# Data for review
---

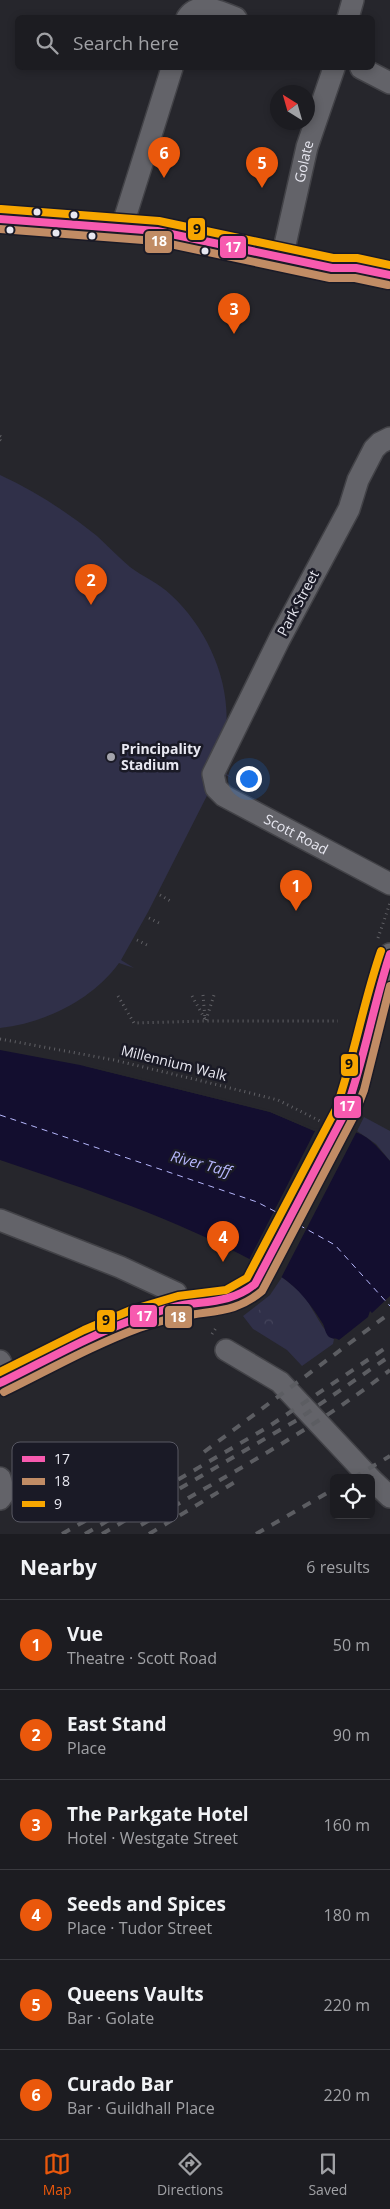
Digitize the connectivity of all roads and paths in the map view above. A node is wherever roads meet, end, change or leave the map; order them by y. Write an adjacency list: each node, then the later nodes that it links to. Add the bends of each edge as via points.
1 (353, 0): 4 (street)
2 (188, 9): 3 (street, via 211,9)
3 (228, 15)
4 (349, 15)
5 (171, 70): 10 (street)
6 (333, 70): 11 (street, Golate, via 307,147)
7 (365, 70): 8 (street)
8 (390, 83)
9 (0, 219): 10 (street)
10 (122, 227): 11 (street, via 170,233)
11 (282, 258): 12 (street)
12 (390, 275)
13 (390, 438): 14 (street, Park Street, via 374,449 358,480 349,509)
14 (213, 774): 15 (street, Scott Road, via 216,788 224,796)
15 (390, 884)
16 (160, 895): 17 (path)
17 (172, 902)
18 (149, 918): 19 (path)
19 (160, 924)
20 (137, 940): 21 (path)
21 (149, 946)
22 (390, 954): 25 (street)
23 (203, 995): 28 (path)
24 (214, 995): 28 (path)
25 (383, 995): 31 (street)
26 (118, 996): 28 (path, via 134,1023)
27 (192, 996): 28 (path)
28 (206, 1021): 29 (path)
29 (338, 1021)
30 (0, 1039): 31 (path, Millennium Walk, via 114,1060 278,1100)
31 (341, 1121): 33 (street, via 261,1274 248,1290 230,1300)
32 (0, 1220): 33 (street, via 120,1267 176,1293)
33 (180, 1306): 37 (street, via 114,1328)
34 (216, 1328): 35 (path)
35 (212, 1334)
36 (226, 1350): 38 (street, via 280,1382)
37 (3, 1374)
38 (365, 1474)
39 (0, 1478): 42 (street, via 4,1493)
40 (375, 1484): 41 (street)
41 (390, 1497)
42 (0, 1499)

---

# Instructions for the task
Set the entire listing down again, exact in every line, without any pictures.

# Task response
Digitize the connectivity of all roads and paths in the map view above. A node is wherever roads meet, end, change or leave the map; order them by y. Write an adjacency list: each node, then the later nodes that it links to. Add the bends of each edge as via points.
1 (353, 0): 4 (street)
2 (188, 9): 3 (street, via 211,9)
3 (228, 15)
4 (349, 15)
5 (171, 70): 10 (street)
6 (333, 70): 11 (street, Golate, via 307,147)
7 (365, 70): 8 (street)
8 (390, 83)
9 (0, 219): 10 (street)
10 (122, 227): 11 (street, via 170,233)
11 (282, 258): 12 (street)
12 (390, 275)
13 (390, 438): 14 (street, Park Street, via 374,449 358,480 349,509)
14 (213, 774): 15 (street, Scott Road, via 216,788 224,796)
15 (390, 884)
16 (160, 895): 17 (path)
17 (172, 902)
18 (149, 918): 19 (path)
19 (160, 924)
20 (137, 940): 21 (path)
21 (149, 946)
22 (390, 954): 25 (street)
23 (203, 995): 28 (path)
24 (214, 995): 28 (path)
25 (383, 995): 31 (street)
26 (118, 996): 28 (path, via 134,1023)
27 (192, 996): 28 (path)
28 (206, 1021): 29 (path)
29 (338, 1021)
30 (0, 1039): 31 (path, Millennium Walk, via 114,1060 278,1100)
31 (341, 1121): 33 (street, via 261,1274 248,1290 230,1300)
32 (0, 1220): 33 (street, via 120,1267 176,1293)
33 (180, 1306): 37 (street, via 114,1328)
34 (216, 1328): 35 (path)
35 (212, 1334)
36 (226, 1350): 38 (street, via 280,1382)
37 (3, 1374)
38 (365, 1474)
39 (0, 1478): 42 (street, via 4,1493)
40 (375, 1484): 41 (street)
41 (390, 1497)
42 (0, 1499)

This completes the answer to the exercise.